I had just begun reading a biography of Martin Luther King when the not guilty verdict was rendered in the Gerald Stanley murder trial. As is now widely known, Stanley shot and killed an Indigenous youth named Colton Boushie at close range after a vehicle containing Boushie and four others entered Stanley’s farm yard near Biggar, Saskatchewan in August 2016. An all-white jury acquitted him of any offence, buying the argument that Stanley’s handgun must have fired by accident.
Not about race?
The verdict produced an anguished and angry outcry from Boushie’s family, from Indigenous groups and those in solidarity with them. But others argued that criticizing the verdict, or even a trial in which the defence challenged and excluded all potential jurors of apparent Indigenous ancestry, would undermine faith in the justice system. A common refrain in Saskatchewan was that the trial was not about race but rather about rural crime. I am describing this far more politely than was frequently the case with comments that dominated the conversations on social media.
The U.S. experience
Removed in space and time, the oppression of blacks by whites in the U.S. is easy to describe. The rural economy of the American south was built on the enslavement of African Americans by whites – not to mention wars of extermination against Indigenous peoples. There was a civil war fought over slavery and in its aftermath the constitution was amended to enshrine racial equality. But Southern states resisted by passing so-called Jim Crow laws that effectively created a system of apartheid – criminalizing inter-racial marriage, barring blacks from voting and attending schools along with white students, and excluding them from good jobs.
To enforce their regime of oppression, whites also engaged in murderous extra-legal practices.
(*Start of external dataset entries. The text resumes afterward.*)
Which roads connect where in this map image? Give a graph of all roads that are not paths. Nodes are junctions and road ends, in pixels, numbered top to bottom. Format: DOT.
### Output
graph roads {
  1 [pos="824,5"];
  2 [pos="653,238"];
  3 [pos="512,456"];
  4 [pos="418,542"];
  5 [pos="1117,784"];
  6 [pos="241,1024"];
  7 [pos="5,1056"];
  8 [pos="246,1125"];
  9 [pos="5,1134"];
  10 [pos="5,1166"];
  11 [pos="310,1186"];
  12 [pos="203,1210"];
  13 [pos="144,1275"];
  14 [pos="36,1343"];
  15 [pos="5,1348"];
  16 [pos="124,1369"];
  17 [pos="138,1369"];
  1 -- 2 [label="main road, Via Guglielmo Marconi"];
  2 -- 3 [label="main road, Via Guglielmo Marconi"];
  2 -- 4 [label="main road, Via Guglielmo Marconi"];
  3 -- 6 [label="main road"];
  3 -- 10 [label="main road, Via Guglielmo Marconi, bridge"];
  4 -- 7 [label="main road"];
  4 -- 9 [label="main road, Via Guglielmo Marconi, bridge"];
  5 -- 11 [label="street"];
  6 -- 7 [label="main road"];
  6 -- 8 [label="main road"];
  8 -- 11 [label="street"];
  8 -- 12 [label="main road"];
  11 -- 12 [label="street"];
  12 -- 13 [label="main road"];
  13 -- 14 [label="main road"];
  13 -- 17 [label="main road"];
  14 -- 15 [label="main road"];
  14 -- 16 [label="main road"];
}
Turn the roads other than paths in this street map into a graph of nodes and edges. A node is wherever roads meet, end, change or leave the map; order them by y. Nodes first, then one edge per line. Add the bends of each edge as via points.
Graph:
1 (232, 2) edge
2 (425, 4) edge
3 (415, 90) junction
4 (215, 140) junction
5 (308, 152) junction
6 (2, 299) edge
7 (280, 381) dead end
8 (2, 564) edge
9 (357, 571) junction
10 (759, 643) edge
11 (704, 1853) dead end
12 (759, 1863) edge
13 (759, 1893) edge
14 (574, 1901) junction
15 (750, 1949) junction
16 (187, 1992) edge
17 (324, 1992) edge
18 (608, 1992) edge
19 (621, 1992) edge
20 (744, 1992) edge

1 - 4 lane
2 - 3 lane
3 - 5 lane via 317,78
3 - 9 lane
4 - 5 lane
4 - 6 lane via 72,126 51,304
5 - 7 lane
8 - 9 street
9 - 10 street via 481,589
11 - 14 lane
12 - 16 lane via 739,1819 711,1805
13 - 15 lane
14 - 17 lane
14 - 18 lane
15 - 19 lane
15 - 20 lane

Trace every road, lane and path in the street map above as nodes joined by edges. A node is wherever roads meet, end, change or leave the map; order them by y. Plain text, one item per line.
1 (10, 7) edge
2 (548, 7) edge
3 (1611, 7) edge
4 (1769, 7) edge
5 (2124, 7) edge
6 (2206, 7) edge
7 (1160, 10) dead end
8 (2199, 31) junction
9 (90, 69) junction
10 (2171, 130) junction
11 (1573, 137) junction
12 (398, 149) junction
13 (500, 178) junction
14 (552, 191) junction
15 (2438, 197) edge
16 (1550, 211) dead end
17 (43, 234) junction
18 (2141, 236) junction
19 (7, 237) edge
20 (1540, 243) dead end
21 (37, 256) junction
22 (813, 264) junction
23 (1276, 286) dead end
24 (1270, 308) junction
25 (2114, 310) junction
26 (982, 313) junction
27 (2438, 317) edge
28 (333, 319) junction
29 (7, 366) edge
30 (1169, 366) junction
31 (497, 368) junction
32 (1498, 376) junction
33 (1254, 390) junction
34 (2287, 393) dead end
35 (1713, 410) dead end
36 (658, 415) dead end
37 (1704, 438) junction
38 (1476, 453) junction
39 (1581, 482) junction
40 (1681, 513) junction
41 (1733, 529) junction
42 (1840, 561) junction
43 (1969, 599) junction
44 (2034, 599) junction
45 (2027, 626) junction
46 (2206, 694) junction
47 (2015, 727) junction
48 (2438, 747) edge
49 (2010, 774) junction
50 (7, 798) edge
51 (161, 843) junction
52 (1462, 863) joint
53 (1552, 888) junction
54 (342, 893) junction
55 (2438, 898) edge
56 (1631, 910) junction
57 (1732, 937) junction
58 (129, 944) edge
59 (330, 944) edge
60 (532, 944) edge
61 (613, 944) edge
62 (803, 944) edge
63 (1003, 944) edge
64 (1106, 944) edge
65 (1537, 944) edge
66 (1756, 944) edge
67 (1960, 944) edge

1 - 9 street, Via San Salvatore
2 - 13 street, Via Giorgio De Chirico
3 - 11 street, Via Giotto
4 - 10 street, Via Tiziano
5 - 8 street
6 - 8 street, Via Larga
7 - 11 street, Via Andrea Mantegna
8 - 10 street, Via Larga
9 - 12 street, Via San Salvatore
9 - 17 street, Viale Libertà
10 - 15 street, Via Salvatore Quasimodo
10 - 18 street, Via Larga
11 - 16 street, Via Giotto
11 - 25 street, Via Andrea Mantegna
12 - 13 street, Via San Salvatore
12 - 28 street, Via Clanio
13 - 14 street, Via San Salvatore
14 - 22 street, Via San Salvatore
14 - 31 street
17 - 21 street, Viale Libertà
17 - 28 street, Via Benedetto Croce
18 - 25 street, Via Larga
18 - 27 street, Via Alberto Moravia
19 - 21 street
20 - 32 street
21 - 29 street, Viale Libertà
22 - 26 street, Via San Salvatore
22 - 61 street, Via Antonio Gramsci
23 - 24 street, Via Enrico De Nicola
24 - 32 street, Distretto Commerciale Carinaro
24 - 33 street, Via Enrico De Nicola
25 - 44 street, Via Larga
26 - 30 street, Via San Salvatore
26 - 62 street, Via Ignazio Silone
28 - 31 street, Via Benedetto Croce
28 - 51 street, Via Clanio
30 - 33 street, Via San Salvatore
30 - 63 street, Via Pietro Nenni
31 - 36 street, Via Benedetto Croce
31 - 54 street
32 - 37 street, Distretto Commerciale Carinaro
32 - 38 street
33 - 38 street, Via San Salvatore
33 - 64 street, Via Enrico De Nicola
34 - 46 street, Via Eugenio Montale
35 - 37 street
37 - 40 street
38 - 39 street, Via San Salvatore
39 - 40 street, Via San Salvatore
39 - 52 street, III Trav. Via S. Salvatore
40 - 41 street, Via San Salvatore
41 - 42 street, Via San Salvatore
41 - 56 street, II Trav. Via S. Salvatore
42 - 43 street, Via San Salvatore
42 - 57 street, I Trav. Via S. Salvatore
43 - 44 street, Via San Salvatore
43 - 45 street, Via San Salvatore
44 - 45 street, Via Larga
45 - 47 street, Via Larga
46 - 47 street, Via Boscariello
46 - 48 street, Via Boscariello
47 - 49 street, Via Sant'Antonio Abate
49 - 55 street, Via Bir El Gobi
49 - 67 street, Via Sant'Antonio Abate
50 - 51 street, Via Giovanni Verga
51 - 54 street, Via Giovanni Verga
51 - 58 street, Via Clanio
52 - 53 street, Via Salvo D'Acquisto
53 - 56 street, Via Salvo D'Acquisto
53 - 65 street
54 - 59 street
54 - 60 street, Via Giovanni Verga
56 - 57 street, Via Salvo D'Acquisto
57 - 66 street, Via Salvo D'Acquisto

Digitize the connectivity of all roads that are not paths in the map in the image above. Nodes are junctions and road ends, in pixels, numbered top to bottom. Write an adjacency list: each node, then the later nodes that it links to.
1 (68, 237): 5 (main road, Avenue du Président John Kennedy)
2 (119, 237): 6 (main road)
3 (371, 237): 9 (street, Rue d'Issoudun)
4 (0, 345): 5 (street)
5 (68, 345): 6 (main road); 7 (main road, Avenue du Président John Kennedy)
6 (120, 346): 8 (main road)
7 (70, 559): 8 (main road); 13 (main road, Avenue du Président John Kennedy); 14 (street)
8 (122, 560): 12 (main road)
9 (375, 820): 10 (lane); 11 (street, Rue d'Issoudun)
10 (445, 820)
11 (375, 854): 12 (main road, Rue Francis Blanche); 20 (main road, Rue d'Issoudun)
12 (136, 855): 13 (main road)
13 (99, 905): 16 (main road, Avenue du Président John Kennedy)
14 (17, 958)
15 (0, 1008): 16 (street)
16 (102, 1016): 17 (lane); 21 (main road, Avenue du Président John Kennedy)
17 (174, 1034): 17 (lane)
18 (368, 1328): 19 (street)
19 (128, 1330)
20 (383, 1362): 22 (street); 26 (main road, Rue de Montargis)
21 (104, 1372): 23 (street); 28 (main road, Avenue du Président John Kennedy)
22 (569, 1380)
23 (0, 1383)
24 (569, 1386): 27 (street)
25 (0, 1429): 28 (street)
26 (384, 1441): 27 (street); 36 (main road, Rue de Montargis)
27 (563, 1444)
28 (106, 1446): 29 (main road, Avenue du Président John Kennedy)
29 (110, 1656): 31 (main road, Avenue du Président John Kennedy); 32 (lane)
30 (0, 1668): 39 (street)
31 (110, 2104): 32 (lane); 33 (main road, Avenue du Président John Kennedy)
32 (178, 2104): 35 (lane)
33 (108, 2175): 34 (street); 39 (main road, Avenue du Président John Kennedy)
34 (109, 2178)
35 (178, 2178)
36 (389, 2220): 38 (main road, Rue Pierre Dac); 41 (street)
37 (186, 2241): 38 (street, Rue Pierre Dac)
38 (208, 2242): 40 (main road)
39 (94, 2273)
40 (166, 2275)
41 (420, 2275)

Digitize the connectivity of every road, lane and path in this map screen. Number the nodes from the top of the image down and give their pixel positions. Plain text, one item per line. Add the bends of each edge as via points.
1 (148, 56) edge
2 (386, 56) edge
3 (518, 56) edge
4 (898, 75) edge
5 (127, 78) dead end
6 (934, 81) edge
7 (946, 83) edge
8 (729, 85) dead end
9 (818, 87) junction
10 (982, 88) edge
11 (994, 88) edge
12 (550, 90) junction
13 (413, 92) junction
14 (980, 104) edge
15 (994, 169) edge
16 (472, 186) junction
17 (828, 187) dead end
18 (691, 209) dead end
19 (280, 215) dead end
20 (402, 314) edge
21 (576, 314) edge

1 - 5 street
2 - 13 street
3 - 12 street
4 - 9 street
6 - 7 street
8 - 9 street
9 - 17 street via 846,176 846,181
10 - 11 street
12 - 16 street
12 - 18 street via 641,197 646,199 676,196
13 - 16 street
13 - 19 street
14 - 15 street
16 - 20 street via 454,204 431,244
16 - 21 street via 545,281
Between 1877 and 1950, there were an estimated three thousand lynchings. In the rare court cases which arose out of such activities, white juries consistently failed to convict their peers for their crimes.
This was the backdrop to the campaign for desegregation, equality and economic justice led by Martin Luther King and others. They succeeded in part. The Civil Rights Act in 1964 was designed to end the most blatant forms of discrimination but King paid with his life for his activism when he was murdered in Memphis, Tennessee in April 1968, on the day after he spoke in support of garbage workers who were trying to form a union. Despite changes in laws and a variety of court judgments, much of the injustice against African Americans has persisted. Huge numbers of them remain poor and unemployed. They are incarcerated in numbers far exceeding their share of the population and are highly over-represented in state executions. The shooting deaths of African Americans by white police officers are both frequent and predictable.
But we Canadians have greater difficulty in naming the oppression in our own country. In Gerald Stanley’s murder trial his lawyer said that for farm people such as Stanley “your yard is your castle” – implying that one can justifiably defend that castle against unwelcome intruders by any means available. The historical irony here is too blatant to be missed. Boushie’s Indigenous ancestors were forcibly displaced from their homeland by governments representing Stanley’s ancestors, and my own grandparents who were also settlers. Yet today whites are reaching for their guns to keep Indigenous people off of their property.
Canada’s wealth and prosperity was not built upon the slave trade but rather upon stolen land. The Doctrine of Discovery and the laws and regulations emanating from it were the basis on which that land was deemed vacant and available, even though it had been inhabited since time immemorial by Indigenous peoples. As in the American South, the law in Canada was used as an instrument of subjugation. Indigenous peoples were not allowed to leave their reserves without permission, they were not allowed to vote until the 1960s, nor to advocate for their rights or to retain legal counsel.
In Canada, Indigenous people are also incarcerated at rates far exceeding their share of the population, and they believe that once again in the Stanley case they have not been dealt with fairly by the justice system.
The policies and actions of successive Canadian governments, including the forced attendance of Indigenous children at residential schools, have been described by Truth and Reconciliation Commission (TRC), and by former Chief Justice Beverley McLachlin, as “cultural genocide.” The TRC, after its deliberations and many meetings with residential school survivors, produced 94 calls to action aimed at governments, educational institutions, churches and individual Canadians. Twenty years earlier, the Royal Commission on Aboriginal Peoples also made more than 400 recommendations.
There is no excuse for settlers to claim ignorance or to cast blame upon people who have been victimized. There is a roadmap to the future and it is our responsibility to pursue it in good faith.